[Task to complete]
Pull every line containing "Brighton" from the entries.

[Data supplied]

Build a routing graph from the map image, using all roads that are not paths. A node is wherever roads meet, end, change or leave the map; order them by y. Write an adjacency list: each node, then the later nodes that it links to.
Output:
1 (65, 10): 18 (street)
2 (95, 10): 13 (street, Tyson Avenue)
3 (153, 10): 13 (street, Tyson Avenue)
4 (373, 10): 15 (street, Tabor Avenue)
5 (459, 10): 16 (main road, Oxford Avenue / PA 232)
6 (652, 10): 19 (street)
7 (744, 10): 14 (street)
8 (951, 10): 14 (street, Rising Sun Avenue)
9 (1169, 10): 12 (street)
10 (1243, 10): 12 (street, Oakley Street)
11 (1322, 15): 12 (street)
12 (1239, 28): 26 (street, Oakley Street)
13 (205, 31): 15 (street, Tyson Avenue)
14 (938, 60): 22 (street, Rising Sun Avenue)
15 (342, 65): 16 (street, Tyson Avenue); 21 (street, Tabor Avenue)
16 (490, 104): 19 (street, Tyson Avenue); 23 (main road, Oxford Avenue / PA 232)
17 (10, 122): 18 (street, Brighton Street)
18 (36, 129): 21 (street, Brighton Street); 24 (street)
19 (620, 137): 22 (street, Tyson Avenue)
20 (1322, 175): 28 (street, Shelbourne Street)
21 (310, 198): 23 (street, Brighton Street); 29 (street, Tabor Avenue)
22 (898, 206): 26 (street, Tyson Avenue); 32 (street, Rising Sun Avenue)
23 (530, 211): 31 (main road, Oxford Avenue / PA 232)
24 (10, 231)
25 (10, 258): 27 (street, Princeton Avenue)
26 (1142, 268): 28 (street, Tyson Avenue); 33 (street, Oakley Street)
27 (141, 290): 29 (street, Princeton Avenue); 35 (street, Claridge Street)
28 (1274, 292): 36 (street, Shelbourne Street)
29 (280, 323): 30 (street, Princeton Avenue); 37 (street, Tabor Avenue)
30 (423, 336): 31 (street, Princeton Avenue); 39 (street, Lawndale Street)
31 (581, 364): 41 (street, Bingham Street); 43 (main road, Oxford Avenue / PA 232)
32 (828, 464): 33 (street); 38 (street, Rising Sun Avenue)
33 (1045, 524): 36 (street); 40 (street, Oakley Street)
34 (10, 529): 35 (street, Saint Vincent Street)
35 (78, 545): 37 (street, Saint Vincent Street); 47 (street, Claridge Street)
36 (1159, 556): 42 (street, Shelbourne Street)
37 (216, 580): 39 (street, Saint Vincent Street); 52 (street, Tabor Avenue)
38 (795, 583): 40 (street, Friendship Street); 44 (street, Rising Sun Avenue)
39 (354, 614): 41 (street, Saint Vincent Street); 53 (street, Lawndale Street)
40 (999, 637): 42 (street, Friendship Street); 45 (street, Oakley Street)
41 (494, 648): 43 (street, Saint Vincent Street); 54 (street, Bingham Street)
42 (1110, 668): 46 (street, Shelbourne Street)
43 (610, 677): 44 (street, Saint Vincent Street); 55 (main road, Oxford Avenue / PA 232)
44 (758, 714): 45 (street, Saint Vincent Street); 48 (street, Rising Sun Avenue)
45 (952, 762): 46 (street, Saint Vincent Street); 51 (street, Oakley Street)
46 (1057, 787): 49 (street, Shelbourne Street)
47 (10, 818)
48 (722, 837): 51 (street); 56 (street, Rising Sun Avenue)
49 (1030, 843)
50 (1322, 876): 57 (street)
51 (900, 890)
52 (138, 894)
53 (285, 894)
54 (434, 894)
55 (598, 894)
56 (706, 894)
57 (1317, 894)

[Your response]
17 (10, 122): 18 (street, Brighton Street)
18 (36, 129): 21 (street, Brighton Street); 24 (street)
21 (310, 198): 23 (street, Brighton Street); 29 (street, Tabor Avenue)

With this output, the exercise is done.